As an example, the user has a mobile device with custom applications on it. The user accesses a URL (abstracted from them within the app) which points to the F5 APM. The APM fires-off an iRule which connects to our MDM via its API to validate that the phone's UUID is valid, the phone has recently checked in, and as far as the MDM is concerned, the phone is in compliance. Once that decision tree is passed, the F5 pulls the local client certificate, validates that it is signed by our internal CA (and is not revoked), and then allows the connection inbound.
I can do all of the above already - so I know that part works...
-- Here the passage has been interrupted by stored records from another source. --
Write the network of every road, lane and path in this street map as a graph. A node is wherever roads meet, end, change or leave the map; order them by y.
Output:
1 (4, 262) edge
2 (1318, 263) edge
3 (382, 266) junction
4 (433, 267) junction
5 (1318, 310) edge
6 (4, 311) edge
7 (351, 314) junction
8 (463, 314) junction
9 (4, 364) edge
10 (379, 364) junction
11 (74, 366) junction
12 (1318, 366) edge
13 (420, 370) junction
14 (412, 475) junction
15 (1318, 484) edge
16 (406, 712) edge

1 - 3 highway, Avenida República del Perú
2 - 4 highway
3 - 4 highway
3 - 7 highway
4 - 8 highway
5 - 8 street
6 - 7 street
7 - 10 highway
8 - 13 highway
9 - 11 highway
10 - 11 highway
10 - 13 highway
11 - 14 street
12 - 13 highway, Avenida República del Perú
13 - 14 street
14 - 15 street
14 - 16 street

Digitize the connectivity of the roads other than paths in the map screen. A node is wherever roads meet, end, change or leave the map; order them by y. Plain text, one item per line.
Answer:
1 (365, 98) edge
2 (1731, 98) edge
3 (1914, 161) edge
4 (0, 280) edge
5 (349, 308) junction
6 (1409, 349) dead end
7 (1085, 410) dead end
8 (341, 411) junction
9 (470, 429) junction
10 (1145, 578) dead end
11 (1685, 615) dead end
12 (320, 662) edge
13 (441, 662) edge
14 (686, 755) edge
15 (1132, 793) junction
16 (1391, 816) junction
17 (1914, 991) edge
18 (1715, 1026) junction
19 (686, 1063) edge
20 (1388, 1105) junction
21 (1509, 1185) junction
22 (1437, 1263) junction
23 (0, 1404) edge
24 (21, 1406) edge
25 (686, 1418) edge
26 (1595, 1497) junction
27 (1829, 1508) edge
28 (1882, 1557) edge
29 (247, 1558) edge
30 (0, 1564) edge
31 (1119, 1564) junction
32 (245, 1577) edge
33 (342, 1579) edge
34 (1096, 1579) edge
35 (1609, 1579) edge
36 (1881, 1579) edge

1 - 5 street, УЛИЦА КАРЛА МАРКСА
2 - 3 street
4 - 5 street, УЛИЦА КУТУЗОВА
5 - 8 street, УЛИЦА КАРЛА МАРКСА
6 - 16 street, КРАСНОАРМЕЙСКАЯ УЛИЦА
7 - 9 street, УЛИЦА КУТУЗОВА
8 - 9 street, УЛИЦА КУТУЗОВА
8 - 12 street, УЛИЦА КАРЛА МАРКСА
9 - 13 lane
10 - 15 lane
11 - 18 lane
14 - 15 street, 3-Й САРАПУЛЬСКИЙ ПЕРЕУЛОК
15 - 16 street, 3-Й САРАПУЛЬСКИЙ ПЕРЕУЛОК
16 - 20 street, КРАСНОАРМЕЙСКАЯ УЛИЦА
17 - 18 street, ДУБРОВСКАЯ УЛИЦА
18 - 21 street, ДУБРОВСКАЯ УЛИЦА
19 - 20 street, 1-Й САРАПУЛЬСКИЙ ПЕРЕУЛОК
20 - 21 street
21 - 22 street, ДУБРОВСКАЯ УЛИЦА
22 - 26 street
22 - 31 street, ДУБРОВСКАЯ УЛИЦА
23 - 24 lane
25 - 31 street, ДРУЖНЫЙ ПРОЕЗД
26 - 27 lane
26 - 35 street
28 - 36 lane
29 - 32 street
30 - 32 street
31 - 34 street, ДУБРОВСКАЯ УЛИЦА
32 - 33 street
... but how can I then provide access to resources without a webtop or through Network Access VPN? I don't know if that is even possible, but my guess would be I would have to allow access to a resource based on URI at that point, and have some level of rewriting to get the request to the server it needs to go. Is there something built-in for this? Or am I looking at another custom iRule?
The reason for this is that I do not want to have the user presented a webtop, or have the phone connected to the network. I want it completely abstracted so that when they fire-up X custom app (written in house), that it's calls to the back-end web server(s) is completely abstracted from them and it is authenticated by APM in the process.
I may just be out of my mind... but it happens.